● **Problem to work on**
Print every line below exactly. Skip the pictures.

● **Stored data**
————————
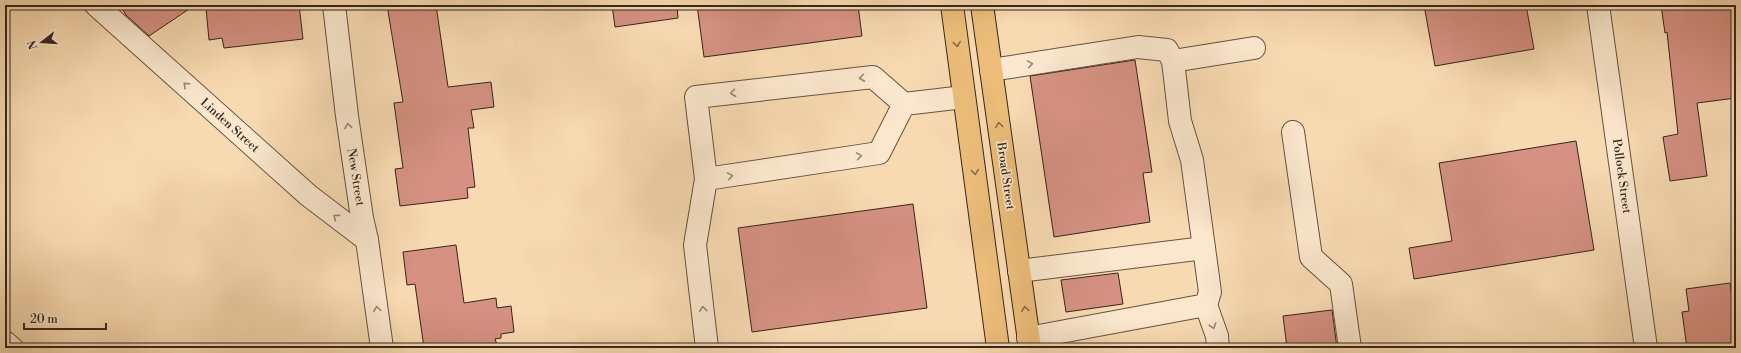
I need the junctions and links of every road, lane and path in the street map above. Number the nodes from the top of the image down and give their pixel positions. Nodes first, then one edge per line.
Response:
1 (96, 5) edge
2 (334, 5) edge
3 (952, 5) edge
4 (982, 5) edge
5 (1598, 5) edge
6 (1254, 48) dead end
7 (1173, 61) junction
8 (991, 70) junction
9 (964, 97) junction
10 (904, 104) junction
11 (1293, 132) dead end
12 (706, 180) junction
13 (367, 240) junction
14 (1204, 248) junction
15 (1019, 270) junction
16 (1206, 305) junction
17 (5, 342) edge
18 (1029, 343) edge
19 (12, 348) edge
20 (382, 348) edge
21 (707, 348) edge
22 (998, 348) edge
23 (1218, 348) edge
24 (1350, 348) edge
25 (1646, 348) edge

13 -> 1 street, Linden Street
13 -> 2 street, New Street
3 -> 9 main road
4 - 8 main road, Broad Street
5 - 25 street, Pollock Street
6 - 7 street
8 -> 7 street
7 - 14 street
15 -> 8 main road, Broad Street
9 - 10 street
9 -> 22 main road
12 -> 10 street
10 -> 12 street
11 - 24 street
21 -> 12 street
20 -> 13 street, New Street
14 - 15 street
14 - 16 street
18 -> 15 main road, Broad Street
16 - 18 street
16 -> 23 street
17 - 19 street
————————
● **Exercise result**
I need the junctions and links of every road, lane and path in the street map above. Number the nodes from the top of the image down and give their pixel positions. Nodes first, then one edge per line.
Response:
1 (96, 5) edge
2 (334, 5) edge
3 (952, 5) edge
4 (982, 5) edge
5 (1598, 5) edge
6 (1254, 48) dead end
7 (1173, 61) junction
8 (991, 70) junction
9 (964, 97) junction
10 (904, 104) junction
11 (1293, 132) dead end
12 (706, 180) junction
13 (367, 240) junction
14 (1204, 248) junction
15 (1019, 270) junction
16 (1206, 305) junction
17 (5, 342) edge
18 (1029, 343) edge
19 (12, 348) edge
20 (382, 348) edge
21 (707, 348) edge
22 (998, 348) edge
23 (1218, 348) edge
24 (1350, 348) edge
25 (1646, 348) edge

13 -> 1 street, Linden Street
13 -> 2 street, New Street
3 -> 9 main road
4 - 8 main road, Broad Street
5 - 25 street, Pollock Street
6 - 7 street
8 -> 7 street
7 - 14 street
15 -> 8 main road, Broad Street
9 - 10 street
9 -> 22 main road
12 -> 10 street
10 -> 12 street
11 - 24 street
21 -> 12 street
20 -> 13 street, New Street
14 - 15 street
14 - 16 street
18 -> 15 main road, Broad Street
16 - 18 street
16 -> 23 street
17 - 19 street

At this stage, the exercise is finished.